More than a decade before she became one of the most recognizable faces of the Civil Rights Movement, Rosa Parks understood that purses could function as powerful political tools. Understanding this purse-centered prelude to Parks’s 1955 arrest highlights the fact that she was not simply an “old” woman too tired to stand up. At 42 years old, she had already been pushing back against segregation for years and, on at least this one important occasion, used her purse as a tool to negotiate space, wedging her way into the white section of the bus.
In carrying their purses in the 1950s and 1960s, civil rights activists like Parks appeared to simply follow prevailing trends about how “respectable” Black women should dress. Yet, they consciously used purses to prepare to face harassment and assault while they rode public transportation, attended political events, sat-in at restaurants, and tried to register to vote.
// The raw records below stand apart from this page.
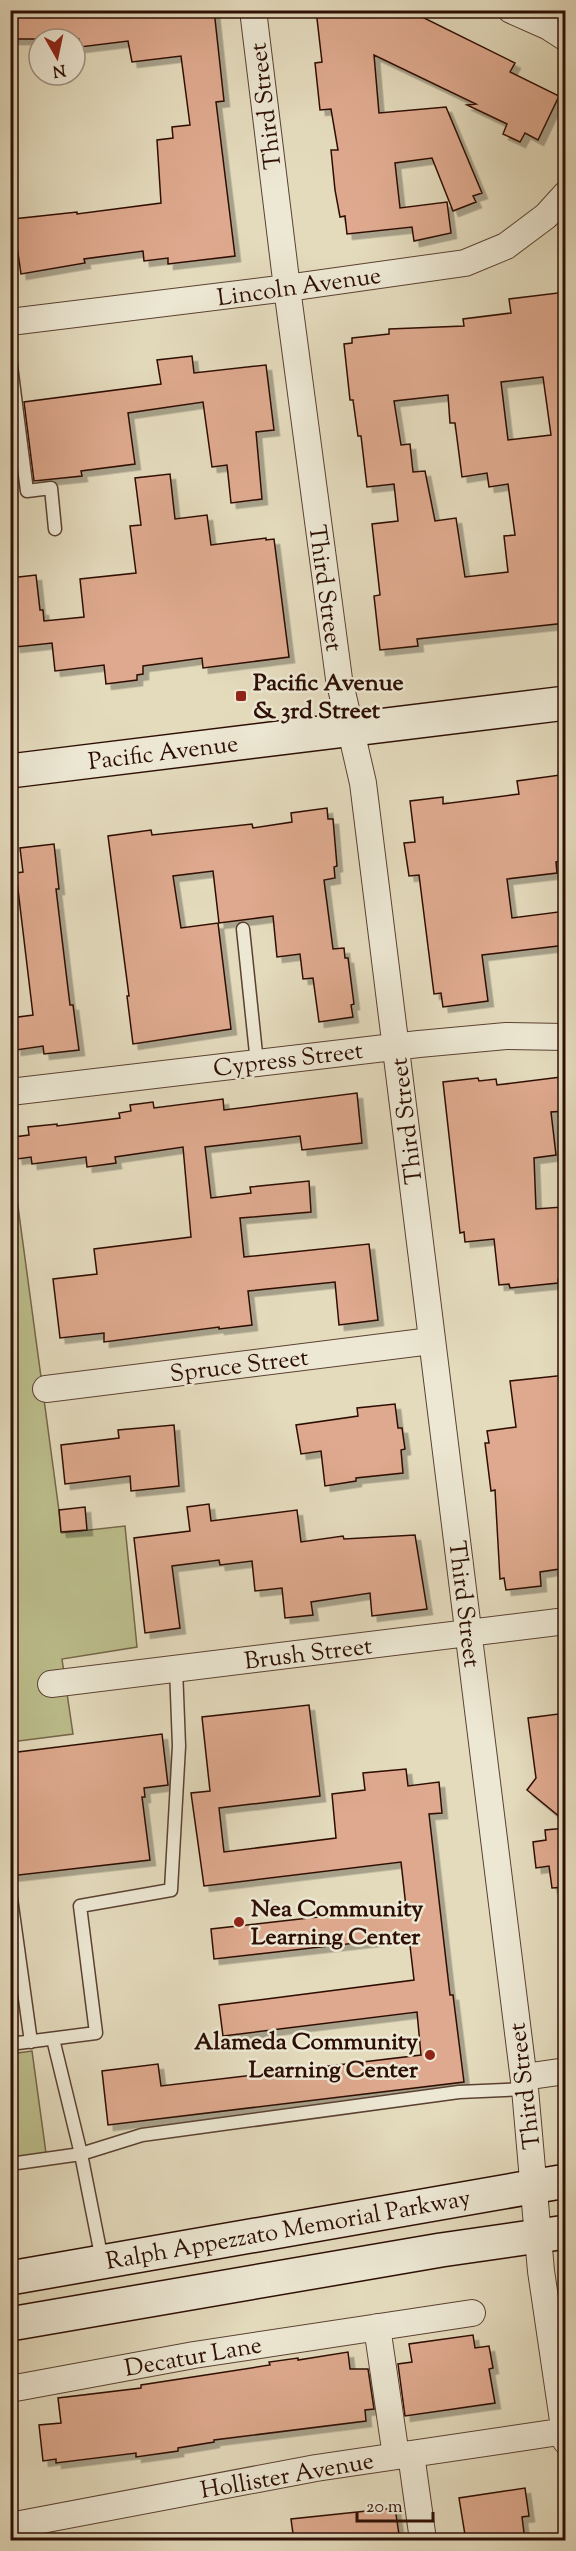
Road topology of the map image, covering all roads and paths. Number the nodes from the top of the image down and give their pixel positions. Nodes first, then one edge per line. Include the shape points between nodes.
1 (253, 10) edge
2 (511, 10) edge
3 (566, 38) edge
4 (566, 194) edge
5 (287, 288) junction
6 (10, 322) edge
7 (10, 358) edge
8 (56, 529) dead end
9 (566, 703) edge
10 (350, 728) junction
11 (10, 771) edge
12 (243, 929) dead end
13 (566, 1038) edge
14 (397, 1046) junction
15 (257, 1063) junction
16 (10, 1092) edge
17 (431, 1341) junction
18 (46, 1389) dead end
19 (566, 1621) edge
20 (470, 1633) junction
21 (177, 1668) junction
22 (51, 1684) dead end
23 (10, 1891) edge
24 (53, 2038) junction
25 (31, 2042) junction
26 (10, 2044) edge
27 (566, 2071) edge
28 (524, 2083) junction
29 (81, 2154) junction
30 (10, 2164) edge
31 (550, 2184) edge
32 (552, 2233) edge
33 (102, 2262) junction
34 (10, 2278) edge
35 (472, 2313) dead end
36 (10, 2324) edge
37 (377, 2327) junction
38 (10, 2389) edge
39 (565, 2435) edge
40 (403, 2455) junction
41 (10, 2526) edge
42 (10, 2534) edge
43 (11, 2541) edge
44 (423, 2541) edge

1 - 5 street, Third Street
2 - 3 street
4 - 5 street, Lincoln Avenue via 546,216 506,246 465,263
5 - 6 street, Lincoln Avenue
5 - 10 street, Third Street via 339,680
7 - 8 lane via 27,491 51,488
9 - 10 street, Pacific Avenue
10 - 11 street, Pacific Avenue
10 - 14 street, Third Street via 363,783
12 - 15 lane
13 - 14 street, Cypress Street via 506,1036
14 - 15 street, Cypress Street
14 - 17 street, Third Street
15 - 16 street, Cypress Street
17 - 18 street, Spruce Street
17 - 20 street, Third Street
19 - 20 street, Brush Street
20 - 21 street, Brush Street
20 - 28 street, Third Street
21 - 22 street, Brush Street
21 - 24 lane via 179,1746 171,1890 80,1906 96,2033
23 - 25 lane
24 - 25 lane
24 - 29 lane
25 - 26 lane
27 - 28 street
28 - 29 lane via 142,2135
28 - 31 street, Third Street
29 - 30 lane
29 - 33 lane
31 - 32 street, Third Street
31 - 33 street, Ralph Appezzato Memorial Parkway
32 - 36 street, Ralph Appezzato Memorial Parkway
32 - 39 street, Third Street via 541,2271
33 - 34 street, Ralph Appezzato Memorial Parkway
35 - 37 street, Decatur Lane
37 - 38 street, Decatur Lane
37 - 40 street
39 - 40 street, Hollister Avenue
40 - 41 street, Hollister Avenue
40 - 44 street
42 - 43 street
In fact, Black and white civil rights activists both deployed purses as political tools. Oral histories, memoirs, diaries, monuments, and photographs reveal how they used purses in clever and creative ways to challenge existing power structures. Purses helped Black women protect themselves in a racist, sexist climate that fundamentally denied them their value and dignity. And although they have largely been left out of the history of Black armed self-defense, they also used purses to shield their bodies and discreetly arm themselves.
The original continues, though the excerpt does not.